◆ **Exercise requirements**: Give as output the line that contains "Digitize the connectivity", followed by every remaining line of the entries, unchanged and with nothing added.

◆ **Supplied material**:

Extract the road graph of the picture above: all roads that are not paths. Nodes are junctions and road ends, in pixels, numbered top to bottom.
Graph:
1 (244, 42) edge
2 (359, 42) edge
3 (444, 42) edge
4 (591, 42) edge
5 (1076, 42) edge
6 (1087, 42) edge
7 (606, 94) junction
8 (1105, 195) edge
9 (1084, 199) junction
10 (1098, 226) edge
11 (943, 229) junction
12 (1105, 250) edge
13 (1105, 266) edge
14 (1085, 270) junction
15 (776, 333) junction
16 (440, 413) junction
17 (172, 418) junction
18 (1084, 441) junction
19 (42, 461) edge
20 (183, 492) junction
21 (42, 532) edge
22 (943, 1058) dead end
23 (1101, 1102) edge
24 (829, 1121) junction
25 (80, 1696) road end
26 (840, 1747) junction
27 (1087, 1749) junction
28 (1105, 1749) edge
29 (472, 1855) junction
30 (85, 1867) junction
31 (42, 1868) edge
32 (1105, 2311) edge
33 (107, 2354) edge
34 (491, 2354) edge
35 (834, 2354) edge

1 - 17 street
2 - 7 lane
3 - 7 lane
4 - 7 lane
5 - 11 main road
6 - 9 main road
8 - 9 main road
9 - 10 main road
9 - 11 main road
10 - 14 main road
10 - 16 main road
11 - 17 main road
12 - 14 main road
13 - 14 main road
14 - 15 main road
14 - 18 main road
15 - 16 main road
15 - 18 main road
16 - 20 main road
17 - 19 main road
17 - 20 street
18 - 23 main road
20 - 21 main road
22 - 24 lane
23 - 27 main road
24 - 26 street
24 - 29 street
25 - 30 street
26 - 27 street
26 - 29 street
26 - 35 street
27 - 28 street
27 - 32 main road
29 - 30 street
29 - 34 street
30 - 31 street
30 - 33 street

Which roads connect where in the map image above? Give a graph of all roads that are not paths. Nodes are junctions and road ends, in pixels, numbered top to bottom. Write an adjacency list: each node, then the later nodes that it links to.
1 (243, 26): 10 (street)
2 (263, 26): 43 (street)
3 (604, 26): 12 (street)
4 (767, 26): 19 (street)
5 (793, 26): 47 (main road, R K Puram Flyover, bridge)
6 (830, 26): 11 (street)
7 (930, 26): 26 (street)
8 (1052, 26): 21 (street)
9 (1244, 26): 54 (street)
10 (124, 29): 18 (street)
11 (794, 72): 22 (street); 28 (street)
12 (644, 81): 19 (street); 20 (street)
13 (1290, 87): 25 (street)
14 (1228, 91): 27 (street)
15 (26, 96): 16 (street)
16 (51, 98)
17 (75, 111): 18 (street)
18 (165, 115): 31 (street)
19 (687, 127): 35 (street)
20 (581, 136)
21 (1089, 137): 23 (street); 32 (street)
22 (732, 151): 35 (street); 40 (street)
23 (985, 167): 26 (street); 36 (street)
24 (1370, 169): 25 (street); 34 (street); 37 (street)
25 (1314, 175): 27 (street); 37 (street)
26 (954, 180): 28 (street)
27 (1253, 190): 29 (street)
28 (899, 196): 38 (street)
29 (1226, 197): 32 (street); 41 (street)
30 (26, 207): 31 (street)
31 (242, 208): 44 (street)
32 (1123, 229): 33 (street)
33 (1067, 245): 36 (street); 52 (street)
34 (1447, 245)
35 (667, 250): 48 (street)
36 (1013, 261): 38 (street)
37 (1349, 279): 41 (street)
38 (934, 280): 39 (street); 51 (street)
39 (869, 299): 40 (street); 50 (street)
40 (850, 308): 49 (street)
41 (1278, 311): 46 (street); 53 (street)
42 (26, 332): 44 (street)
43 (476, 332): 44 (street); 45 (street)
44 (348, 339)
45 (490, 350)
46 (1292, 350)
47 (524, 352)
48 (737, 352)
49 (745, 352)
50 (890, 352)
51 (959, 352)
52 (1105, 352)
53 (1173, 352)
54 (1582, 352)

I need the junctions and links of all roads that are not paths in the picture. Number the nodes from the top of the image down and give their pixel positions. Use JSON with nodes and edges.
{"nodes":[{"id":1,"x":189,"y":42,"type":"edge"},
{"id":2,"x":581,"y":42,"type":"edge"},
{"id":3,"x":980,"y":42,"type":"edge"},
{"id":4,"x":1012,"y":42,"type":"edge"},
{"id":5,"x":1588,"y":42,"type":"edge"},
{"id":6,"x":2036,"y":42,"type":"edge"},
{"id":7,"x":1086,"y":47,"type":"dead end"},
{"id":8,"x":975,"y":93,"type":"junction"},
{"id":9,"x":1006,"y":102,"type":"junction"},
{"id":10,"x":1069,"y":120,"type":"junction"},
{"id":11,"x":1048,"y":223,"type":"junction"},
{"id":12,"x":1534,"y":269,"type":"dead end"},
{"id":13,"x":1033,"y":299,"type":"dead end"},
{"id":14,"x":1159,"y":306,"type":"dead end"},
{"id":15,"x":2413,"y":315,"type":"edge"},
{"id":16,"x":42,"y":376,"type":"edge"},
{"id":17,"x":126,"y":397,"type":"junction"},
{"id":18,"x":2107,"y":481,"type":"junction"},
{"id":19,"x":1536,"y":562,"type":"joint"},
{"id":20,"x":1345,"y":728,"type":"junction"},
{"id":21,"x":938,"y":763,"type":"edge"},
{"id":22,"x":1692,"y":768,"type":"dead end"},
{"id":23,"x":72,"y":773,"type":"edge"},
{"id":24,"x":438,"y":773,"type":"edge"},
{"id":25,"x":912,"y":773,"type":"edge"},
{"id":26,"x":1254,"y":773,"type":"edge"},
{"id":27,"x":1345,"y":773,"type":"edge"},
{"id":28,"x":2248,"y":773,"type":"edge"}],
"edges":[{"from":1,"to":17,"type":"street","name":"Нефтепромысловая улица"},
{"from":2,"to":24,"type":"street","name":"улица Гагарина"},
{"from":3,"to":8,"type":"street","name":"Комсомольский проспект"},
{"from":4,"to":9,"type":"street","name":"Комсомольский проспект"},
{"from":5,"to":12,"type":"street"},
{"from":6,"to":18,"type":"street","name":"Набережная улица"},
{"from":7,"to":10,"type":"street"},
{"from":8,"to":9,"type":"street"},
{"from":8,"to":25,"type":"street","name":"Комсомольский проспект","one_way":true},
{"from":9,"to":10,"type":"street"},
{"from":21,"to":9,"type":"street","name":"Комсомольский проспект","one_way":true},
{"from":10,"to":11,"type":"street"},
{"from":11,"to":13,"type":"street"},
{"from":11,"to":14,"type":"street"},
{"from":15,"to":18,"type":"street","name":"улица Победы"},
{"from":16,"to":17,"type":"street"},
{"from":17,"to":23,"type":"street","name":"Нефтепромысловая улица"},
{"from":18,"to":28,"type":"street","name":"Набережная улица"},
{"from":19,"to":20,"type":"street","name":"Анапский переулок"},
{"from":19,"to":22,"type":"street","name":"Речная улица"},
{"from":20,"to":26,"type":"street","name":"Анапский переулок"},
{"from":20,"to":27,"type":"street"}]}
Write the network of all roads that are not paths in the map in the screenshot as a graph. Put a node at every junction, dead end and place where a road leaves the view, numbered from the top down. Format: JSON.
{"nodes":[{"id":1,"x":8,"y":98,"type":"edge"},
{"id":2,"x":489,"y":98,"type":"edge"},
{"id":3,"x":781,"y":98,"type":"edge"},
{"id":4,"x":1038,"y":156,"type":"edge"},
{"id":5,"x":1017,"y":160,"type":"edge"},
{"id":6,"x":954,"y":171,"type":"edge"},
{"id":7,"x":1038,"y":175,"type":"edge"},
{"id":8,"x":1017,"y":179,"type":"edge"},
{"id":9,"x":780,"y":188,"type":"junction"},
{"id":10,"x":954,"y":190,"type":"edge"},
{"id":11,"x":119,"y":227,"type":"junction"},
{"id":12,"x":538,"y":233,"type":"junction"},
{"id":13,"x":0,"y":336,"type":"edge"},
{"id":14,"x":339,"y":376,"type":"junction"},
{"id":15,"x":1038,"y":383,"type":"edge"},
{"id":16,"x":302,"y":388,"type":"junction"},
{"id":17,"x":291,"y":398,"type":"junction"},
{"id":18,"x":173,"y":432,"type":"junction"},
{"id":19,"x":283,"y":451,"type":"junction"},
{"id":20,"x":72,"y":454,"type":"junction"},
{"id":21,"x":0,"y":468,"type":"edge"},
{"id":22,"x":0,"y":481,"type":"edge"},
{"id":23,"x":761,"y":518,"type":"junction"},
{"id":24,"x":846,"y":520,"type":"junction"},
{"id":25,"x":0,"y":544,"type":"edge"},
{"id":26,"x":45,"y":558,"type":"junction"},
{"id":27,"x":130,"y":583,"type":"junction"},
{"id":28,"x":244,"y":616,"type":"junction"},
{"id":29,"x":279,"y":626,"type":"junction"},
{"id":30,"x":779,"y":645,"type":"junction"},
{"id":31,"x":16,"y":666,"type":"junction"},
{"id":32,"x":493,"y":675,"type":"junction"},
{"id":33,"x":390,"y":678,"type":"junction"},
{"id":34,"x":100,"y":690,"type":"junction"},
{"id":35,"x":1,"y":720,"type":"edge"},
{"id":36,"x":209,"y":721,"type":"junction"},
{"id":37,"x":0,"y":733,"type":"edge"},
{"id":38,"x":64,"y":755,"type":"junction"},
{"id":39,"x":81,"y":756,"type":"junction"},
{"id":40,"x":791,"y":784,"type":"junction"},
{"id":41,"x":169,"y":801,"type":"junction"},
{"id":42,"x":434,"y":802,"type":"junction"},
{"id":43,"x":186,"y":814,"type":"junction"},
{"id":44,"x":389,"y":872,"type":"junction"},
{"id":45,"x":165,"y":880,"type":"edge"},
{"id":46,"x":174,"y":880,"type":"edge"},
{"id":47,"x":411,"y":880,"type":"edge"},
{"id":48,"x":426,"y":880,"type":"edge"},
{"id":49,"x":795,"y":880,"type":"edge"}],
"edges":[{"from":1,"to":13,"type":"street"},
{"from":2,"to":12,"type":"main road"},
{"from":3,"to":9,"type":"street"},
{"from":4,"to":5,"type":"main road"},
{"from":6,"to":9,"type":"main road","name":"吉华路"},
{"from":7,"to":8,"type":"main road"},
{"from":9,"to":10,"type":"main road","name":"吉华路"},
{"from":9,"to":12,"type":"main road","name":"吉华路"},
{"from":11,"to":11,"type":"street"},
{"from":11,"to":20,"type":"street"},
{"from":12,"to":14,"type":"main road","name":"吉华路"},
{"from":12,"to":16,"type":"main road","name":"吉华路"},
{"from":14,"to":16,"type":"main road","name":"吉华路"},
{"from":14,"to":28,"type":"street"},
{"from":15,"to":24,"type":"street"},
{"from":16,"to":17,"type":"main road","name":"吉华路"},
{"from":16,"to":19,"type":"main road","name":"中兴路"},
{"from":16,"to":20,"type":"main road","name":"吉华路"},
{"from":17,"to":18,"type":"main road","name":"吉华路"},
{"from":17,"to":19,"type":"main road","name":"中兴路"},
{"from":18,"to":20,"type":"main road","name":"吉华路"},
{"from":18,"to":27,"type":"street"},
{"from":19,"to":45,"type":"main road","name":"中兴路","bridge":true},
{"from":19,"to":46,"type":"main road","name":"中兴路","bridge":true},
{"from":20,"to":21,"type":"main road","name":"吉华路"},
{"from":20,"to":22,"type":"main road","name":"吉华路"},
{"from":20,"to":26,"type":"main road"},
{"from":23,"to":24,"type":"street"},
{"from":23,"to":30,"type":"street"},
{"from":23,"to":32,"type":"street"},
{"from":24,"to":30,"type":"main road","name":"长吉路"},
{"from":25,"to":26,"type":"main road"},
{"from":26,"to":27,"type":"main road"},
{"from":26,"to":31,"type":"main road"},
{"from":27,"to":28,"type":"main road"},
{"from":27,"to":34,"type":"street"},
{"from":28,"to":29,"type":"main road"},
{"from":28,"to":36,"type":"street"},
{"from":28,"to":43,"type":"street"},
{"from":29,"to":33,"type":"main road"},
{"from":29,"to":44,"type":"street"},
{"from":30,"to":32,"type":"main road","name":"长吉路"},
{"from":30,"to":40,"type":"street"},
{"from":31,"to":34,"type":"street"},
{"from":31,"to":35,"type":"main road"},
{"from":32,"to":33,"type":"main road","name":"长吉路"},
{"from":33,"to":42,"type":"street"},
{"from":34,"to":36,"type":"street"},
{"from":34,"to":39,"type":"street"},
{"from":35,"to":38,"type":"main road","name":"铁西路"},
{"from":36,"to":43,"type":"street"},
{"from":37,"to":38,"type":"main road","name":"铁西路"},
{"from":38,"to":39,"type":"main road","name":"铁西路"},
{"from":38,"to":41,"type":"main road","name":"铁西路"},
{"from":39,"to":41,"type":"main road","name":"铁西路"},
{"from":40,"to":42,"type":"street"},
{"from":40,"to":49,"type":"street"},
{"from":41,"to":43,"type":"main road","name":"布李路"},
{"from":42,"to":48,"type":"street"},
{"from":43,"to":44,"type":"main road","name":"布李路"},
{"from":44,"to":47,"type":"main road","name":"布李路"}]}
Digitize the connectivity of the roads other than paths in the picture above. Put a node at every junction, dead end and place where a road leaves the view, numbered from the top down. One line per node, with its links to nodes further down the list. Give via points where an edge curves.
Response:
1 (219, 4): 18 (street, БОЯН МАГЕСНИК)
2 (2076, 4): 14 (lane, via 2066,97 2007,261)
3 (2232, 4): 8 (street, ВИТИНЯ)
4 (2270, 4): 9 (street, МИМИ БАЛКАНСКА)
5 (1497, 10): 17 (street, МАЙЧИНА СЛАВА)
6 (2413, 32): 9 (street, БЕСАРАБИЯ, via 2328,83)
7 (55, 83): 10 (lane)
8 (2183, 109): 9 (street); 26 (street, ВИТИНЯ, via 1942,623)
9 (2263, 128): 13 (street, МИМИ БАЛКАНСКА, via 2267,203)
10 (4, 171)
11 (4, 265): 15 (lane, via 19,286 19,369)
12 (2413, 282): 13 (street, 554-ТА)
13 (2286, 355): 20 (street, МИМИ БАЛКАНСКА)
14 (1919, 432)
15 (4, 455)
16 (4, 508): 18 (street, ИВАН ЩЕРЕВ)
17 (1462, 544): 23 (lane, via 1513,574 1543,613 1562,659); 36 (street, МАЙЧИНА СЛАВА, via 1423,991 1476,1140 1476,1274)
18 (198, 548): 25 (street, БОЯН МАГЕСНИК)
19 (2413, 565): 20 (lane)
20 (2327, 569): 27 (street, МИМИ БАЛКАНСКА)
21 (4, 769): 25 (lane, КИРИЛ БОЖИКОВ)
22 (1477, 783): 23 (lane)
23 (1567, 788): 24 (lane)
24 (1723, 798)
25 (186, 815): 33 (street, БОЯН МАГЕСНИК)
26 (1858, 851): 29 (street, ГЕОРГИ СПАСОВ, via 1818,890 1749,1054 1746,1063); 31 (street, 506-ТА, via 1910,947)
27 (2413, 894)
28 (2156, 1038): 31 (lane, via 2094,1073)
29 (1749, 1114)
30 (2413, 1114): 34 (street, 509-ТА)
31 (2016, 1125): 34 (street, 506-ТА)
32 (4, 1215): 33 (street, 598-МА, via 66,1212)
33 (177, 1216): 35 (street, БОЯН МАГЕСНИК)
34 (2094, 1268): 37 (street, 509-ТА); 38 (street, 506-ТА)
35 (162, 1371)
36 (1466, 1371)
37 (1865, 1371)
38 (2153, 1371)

◆ **Written response**:
Digitize the connectivity of the roads other than paths in the picture above. Put a node at every junction, dead end and place where a road leaves the view, numbered from the top down. One line per node, with its links to nodes further down the list. Give via points where an edge curves.
Response:
1 (219, 4): 18 (street, БОЯН МАГЕСНИК)
2 (2076, 4): 14 (lane, via 2066,97 2007,261)
3 (2232, 4): 8 (street, ВИТИНЯ)
4 (2270, 4): 9 (street, МИМИ БАЛКАНСКА)
5 (1497, 10): 17 (street, МАЙЧИНА СЛАВА)
6 (2413, 32): 9 (street, БЕСАРАБИЯ, via 2328,83)
7 (55, 83): 10 (lane)
8 (2183, 109): 9 (street); 26 (street, ВИТИНЯ, via 1942,623)
9 (2263, 128): 13 (street, МИМИ БАЛКАНСКА, via 2267,203)
10 (4, 171)
11 (4, 265): 15 (lane, via 19,286 19,369)
12 (2413, 282): 13 (street, 554-ТА)
13 (2286, 355): 20 (street, МИМИ БАЛКАНСКА)
14 (1919, 432)
15 (4, 455)
16 (4, 508): 18 (street, ИВАН ЩЕРЕВ)
17 (1462, 544): 23 (lane, via 1513,574 1543,613 1562,659); 36 (street, МАЙЧИНА СЛАВА, via 1423,991 1476,1140 1476,1274)
18 (198, 548): 25 (street, БОЯН МАГЕСНИК)
19 (2413, 565): 20 (lane)
20 (2327, 569): 27 (street, МИМИ БАЛКАНСКА)
21 (4, 769): 25 (lane, КИРИЛ БОЖИКОВ)
22 (1477, 783): 23 (lane)
23 (1567, 788): 24 (lane)
24 (1723, 798)
25 (186, 815): 33 (street, БОЯН МАГЕСНИК)
26 (1858, 851): 29 (street, ГЕОРГИ СПАСОВ, via 1818,890 1749,1054 1746,1063); 31 (street, 506-ТА, via 1910,947)
27 (2413, 894)
28 (2156, 1038): 31 (lane, via 2094,1073)
29 (1749, 1114)
30 (2413, 1114): 34 (street, 509-ТА)
31 (2016, 1125): 34 (street, 506-ТА)
32 (4, 1215): 33 (street, 598-МА, via 66,1212)
33 (177, 1216): 35 (street, БОЯН МАГЕСНИК)
34 (2094, 1268): 37 (street, 509-ТА); 38 (street, 506-ТА)
35 (162, 1371)
36 (1466, 1371)
37 (1865, 1371)
38 (2153, 1371)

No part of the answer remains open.